Taking the pill may preserve your eggs
Not only do oral contraceptives not harm a woman's fertility, but sustained use might provide a fertility benefit, suggests a 2013 Boston University study. While the data showed a lag in the return to peak fertility for women stopping the pill, the delay lasted only for two to three cycles. What's more, women who took the pill for longer than four years had a higher likelihood of getting pregnant than women who took it for less than two years. "The pill prevents ovulation, which may help preserve some of your egg supply," explains study co-author Elizabeth Hatch, PhD, professor of epidemiology at Boston University School of Public Health. More research is needed to determine whether the pill is truly a fertility saver, but for the time being, this may be one more reason to love your birth control.
If you're trying to get pregnant, get these essential checkups
Ready to start trying for a baby? Pencil these in.
See your gyno for an STD screening. Gonorrhea and chlamydia can lead to pelvic inflammatory disease, which can block the fallopian tubes. Bring up any cycle irregularities, too.

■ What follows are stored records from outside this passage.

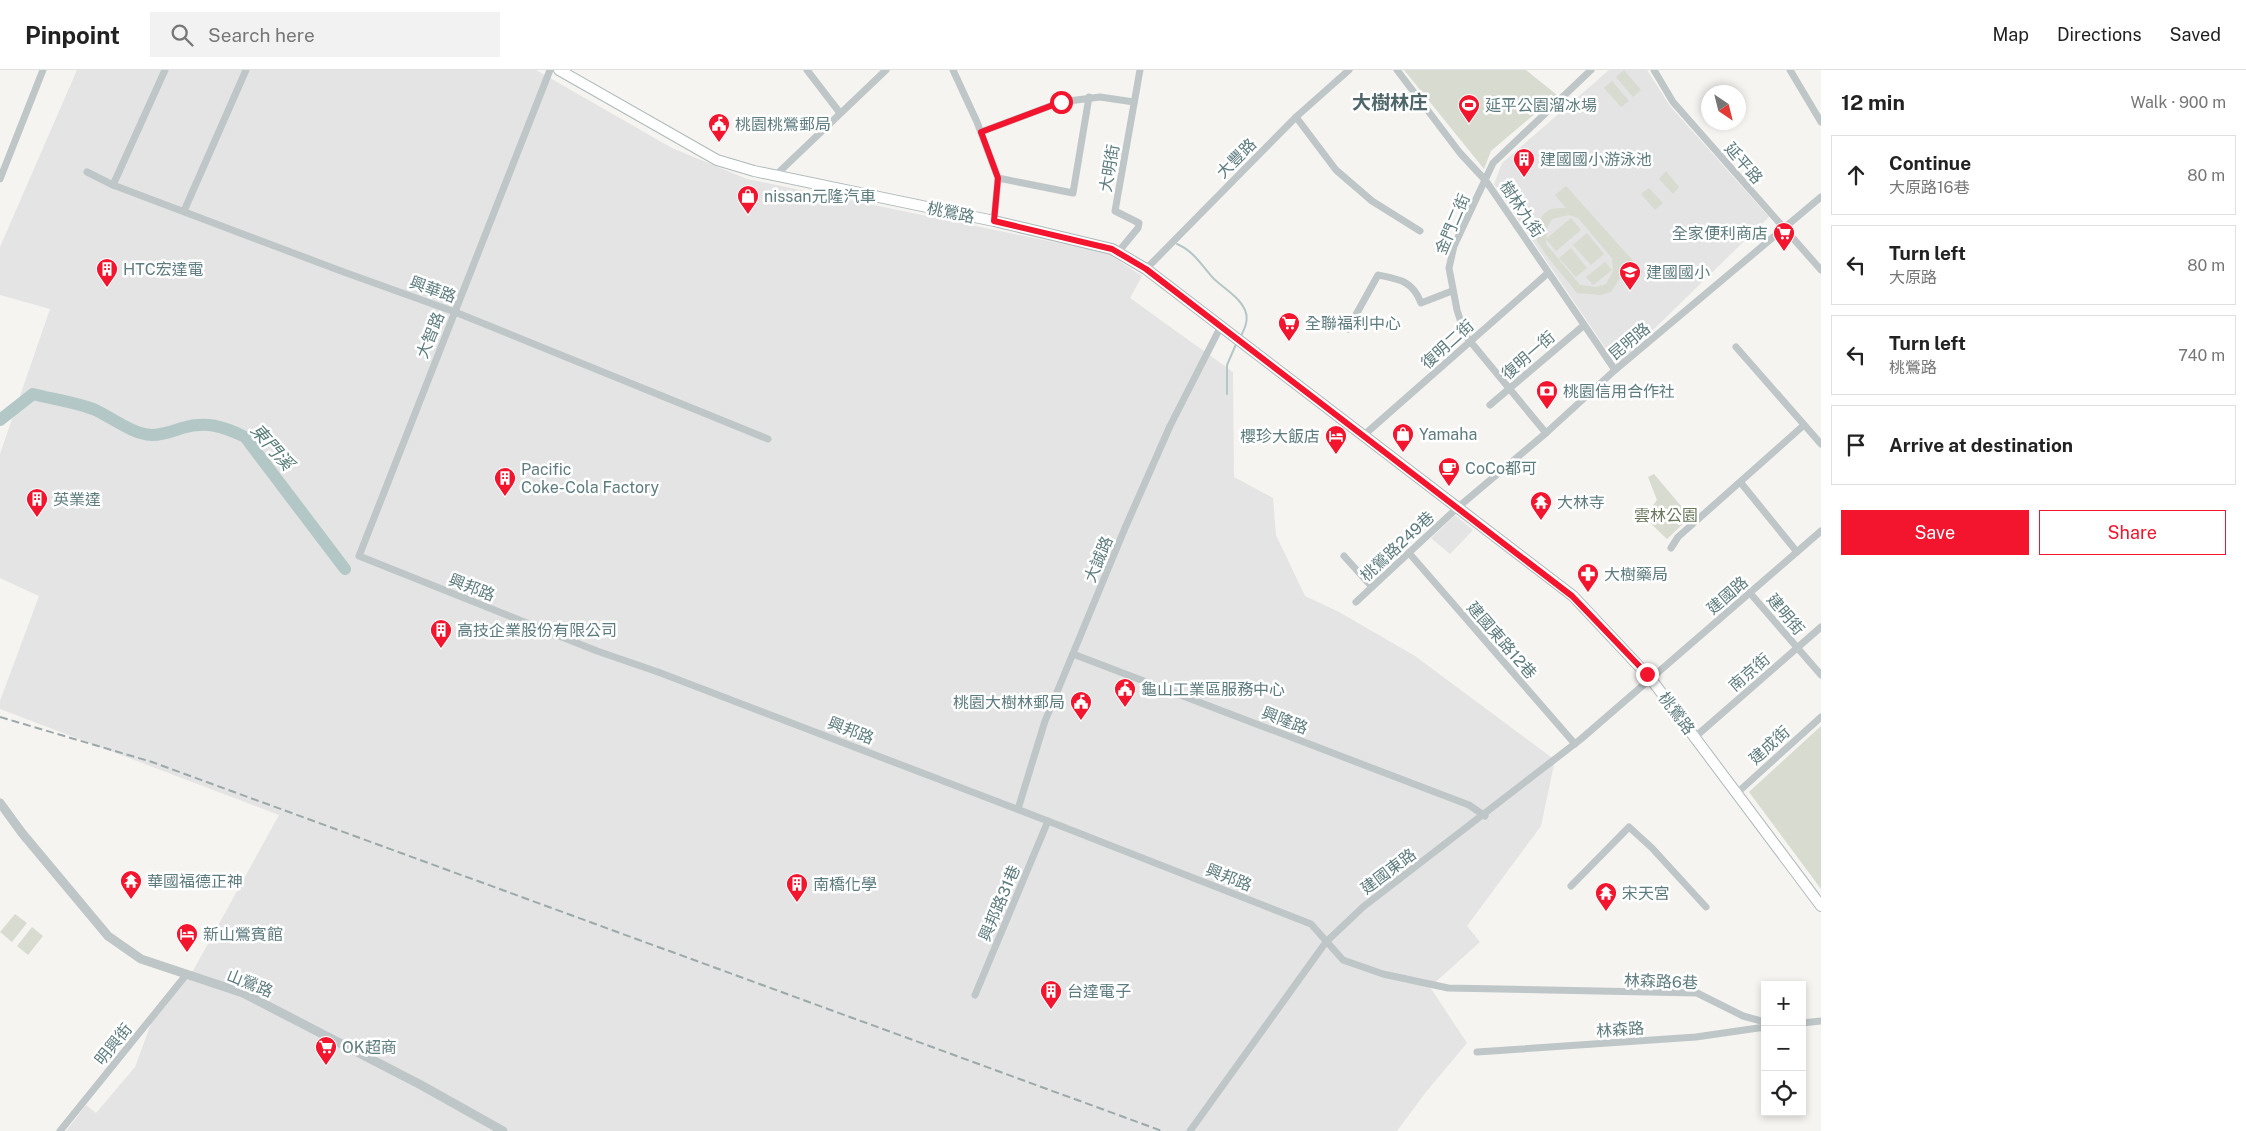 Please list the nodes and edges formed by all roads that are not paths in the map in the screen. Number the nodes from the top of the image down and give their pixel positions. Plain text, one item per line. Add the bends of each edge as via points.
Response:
1 (43, 70) edge
2 (165, 70) edge
3 (246, 70) edge
4 (550, 70) edge
5 (559, 70) edge
6 (808, 70) edge
7 (886, 70) edge
8 (1140, 70) edge
9 (1349, 70) edge
10 (1397, 70) edge
11 (1591, 70) edge
12 (1654, 70) edge
13 (1790, 70) edge
14 (956, 71) edge
15 (1089, 97) junction
16 (1134, 102) junction
17 (840, 113) junction
18 (1296, 117) junction
19 (1821, 122) edge
20 (981, 132) junction
21 (87, 172) dead end
22 (777, 174) junction
23 (998, 178) junction
24 (0, 179) edge
25 (1486, 181) junction
26 (113, 185) junction
27 (1821, 197) edge
28 (184, 210) junction
29 (994, 221) junction
30 (1784, 230) junction
31 (1420, 231) dead end
32 (1119, 251) junction
33 (1146, 269) junction
34 (1821, 270) edge
35 (1548, 273) junction
36 (1452, 292) junction
37 (455, 312) junction
38 (1221, 326) junction
39 (1583, 326) junction
40 (1348, 329) dead end
41 (1471, 341) junction
42 (1736, 347) dead end
43 (1615, 370) junction
44 (1510, 389) junction
45 (1490, 405) dead end
46 (1804, 425) junction
47 (1546, 433) junction
48 (1364, 435) junction
49 (768, 439) dead end
50 (1821, 444) edge
51 (1741, 483) junction
52 (1456, 509) junction
53 (1821, 531) edge
54 (1671, 548) dead end
55 (1797, 552) junction
56 (1409, 553) junction
57 (359, 556) joint
58 (1344, 556) dead end
59 (1372, 587) junction
60 (1750, 593) junction
61 (1356, 602) dead end
62 (1821, 627) edge
63 (1797, 649) junction
64 (1073, 654) junction
65 (1821, 675) edge
66 (1652, 679) junction
67 (1821, 717) edge
68 (1695, 738) junction
69 (1575, 744) junction
70 (1736, 793) junction
71 (0, 803) edge
72 (1018, 809) junction
73 (1485, 816) junction
74 (1048, 821) junction
75 (1571, 886) dead end
76 (1821, 906) edge
77 (1706, 907) dead end
78 (1326, 942) junction
79 (186, 975) junction
80 (1550, 991) joint
81 (975, 995) dead end
82 (1761, 1021) edge
83 (1821, 1021) edge
84 (1806, 1023) edge
85 (1761, 1028) edge
86 (1477, 1052) dead end
87 (60, 1131) edge
88 (503, 1131) edge
89 (1190, 1131) edge

1 - 24 street
2 - 26 street
3 - 28 street
4 - 37 street, 大智路
5 - 22 main road, 桃鶯路 via 717,160 757,172
6 - 17 street
7 - 17 street
8 - 16 street, 大明街
9 - 18 street, 大豐路
10 - 25 street, 樹林九街 via 1460,153
11 - 25 street, 金門二街 via 1493,163
12 - 30 street, 延平路 via 1673,102
13 - 19 street
14 - 20 street
15 - 16 street
15 - 20 street via 1061,102
15 - 23 street via 1073,193
16 - 32 street, 大明街 via 1115,211 1138,222 1138,228
17 - 22 street
18 - 31 street via 1336,170 1372,201
18 - 33 street, 大豐路
20 - 23 street
21 - 26 street, 興華路
22 - 29 main road, 桃鶯路
23 - 29 street
25 - 35 street, 樹林九街
25 - 36 street, 金門二街 via 1454,246 1449,268
26 - 28 street, 興華路
27 - 30 street, 昆明路
28 - 37 street, 興華路
29 - 32 main road, 桃鶯路
30 - 34 street, 延平路
30 - 43 street, 昆明路
32 - 33 main road, 桃鶯路
33 - 38 main road, 桃鶯路
35 - 39 street, 樹林九街
35 - 41 street, 復明二街
36 - 40 street via 1421,303 1414,288 1398,279 1378,275
36 - 41 street, 金門二街 via 1465,335
37 - 49 street, 興華路
37 - 57 street, 大智路
38 - 48 main road, 桃鶯路
38 - 64 street, 大誠路 via 1170,426
39 - 43 street, 樹林九街
39 - 44 street, 復明一街
41 - 44 street, 金門二街
41 - 48 street, 復明二街
42 - 46 street
43 - 47 street, 昆明路
44 - 45 street, 復明一街
44 - 47 street, 金門二街
46 - 50 street
46 - 51 street
47 - 52 street, 昆明路
48 - 52 main road, 桃鶯路
51 - 54 street via 1678,537
51 - 55 street
52 - 56 street, 桃鶯路249巷
52 - 66 main road, 桃鶯路 via 1572,596
53 - 55 street, 建國路
55 - 60 street, 建國路
56 - 59 street, 桃鶯路249巷
56 - 69 street, 建國東路12巷
57 - 72 street, 興邦路 via 597,651
58 - 59 street
59 - 61 street, 桃鶯路249巷
60 - 63 street, 建明街
60 - 66 street, 建國路
62 - 63 street, 南京街
63 - 65 street, 建明街
63 - 68 street, 南京街
64 - 72 street, 大誠路 via 1045,721
64 - 73 street, 興隆路 via 1468,805
66 - 68 main road, 桃鶯路
66 - 69 street, 建國東路
67 - 70 street, 建成街
68 - 70 main road, 桃鶯路
69 - 73 street, 建國東路
70 - 76 main road, 桃鶯路
71 - 79 street, 山鶯路 via 108,936 141,959
72 - 74 street, 興邦路
73 - 78 street, 建國東路 via 1363,907
74 - 78 street, 興邦路 via 1311,924
74 - 81 street, 興邦路31巷
75 - 77 street via 1629,827
78 - 80 street, 興邦路 via 1343,960 1383,974 1448,988
78 - 89 street, 建國東路
79 - 87 street, 明興街
79 - 88 street, 山鶯路 via 243,993 287,1014
80 - 82 street, 林森路6巷 via 1697,993 1743,1016
83 - 84 street
85 - 86 street, 林森路 via 1696,1037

See your internist for a physical, and make sure that she checks your thyroid levels: both hypo- and hyperthyroidism have been linked to infertility, explains Dr. Adimoolam.
See your dentist for an exam and cleaning. Studies show that women with gum disease take longer to conceive. One theory: Gum disease raises inflammation throughout the body.
You still need birth control in your 40s
Even if you've got barely-there periods and think you're perimenopausal, you can still conceive: "I see this happen often: A woman is over 40, goes a few months without her period, stops using birth control and then, whoops, she's pregnant," says Shannon Clark, MD, associate professor of obstetrics and gynecology at the University of Texas-Galveston. Other 40-something patients think they can rely on calendar-based contraception, she says. "But since ovulation becomes irregular during this decade, it's much harder to predict." The takeaway: Talk to your doc about when it's safe to stop birth control. Since hormonal contraceptives create artificial periods, it can be tough to know when you've hit menopause. To check, your MD may take you off the pill for a few months and test your hormone levels.
Age of menopause might be genetic
If your mom went through menopause early or late, chances are you will, too, says James Grifo, MD, director of the Fertility Center at NYU Langone Medical Center. Indeed, a 2013 Danish study found that levels of AMH declined faster in women whose mothers reached menopause before age 45 than in women whose moms didn't hit menopause until after 55. Overall fertility may be linked to genes as well: Some related conditions (such as fibroids and endometriosis) can be inherited.
If you're struggling to conceive, take these tests
If you've been trying to get pregnant for a while (a year for women under 35, six months for women over 35), you should see a specialist, says Dr. Grifo. Along with a semen analysis for your partner, expect the following:
Hysterosalpingogram: In this X-ray procedure, an iodine-containing liquid is injected into your uterus via a catheter inserted into your cervix (fun!). It reveals whether your fallopian tubes are open and the shape of your uterus is normal.
Transvaginal ultrasound: The images allow your doctor to count your active follicles and check for abnormalities like fibroids and ovarian cysts.
Blood tests: Levels of anti-Mullerian hormone (AMH) and FSH can determine whether you have a decent egg supply; levels of other hormones can help your MD diagnose disorders.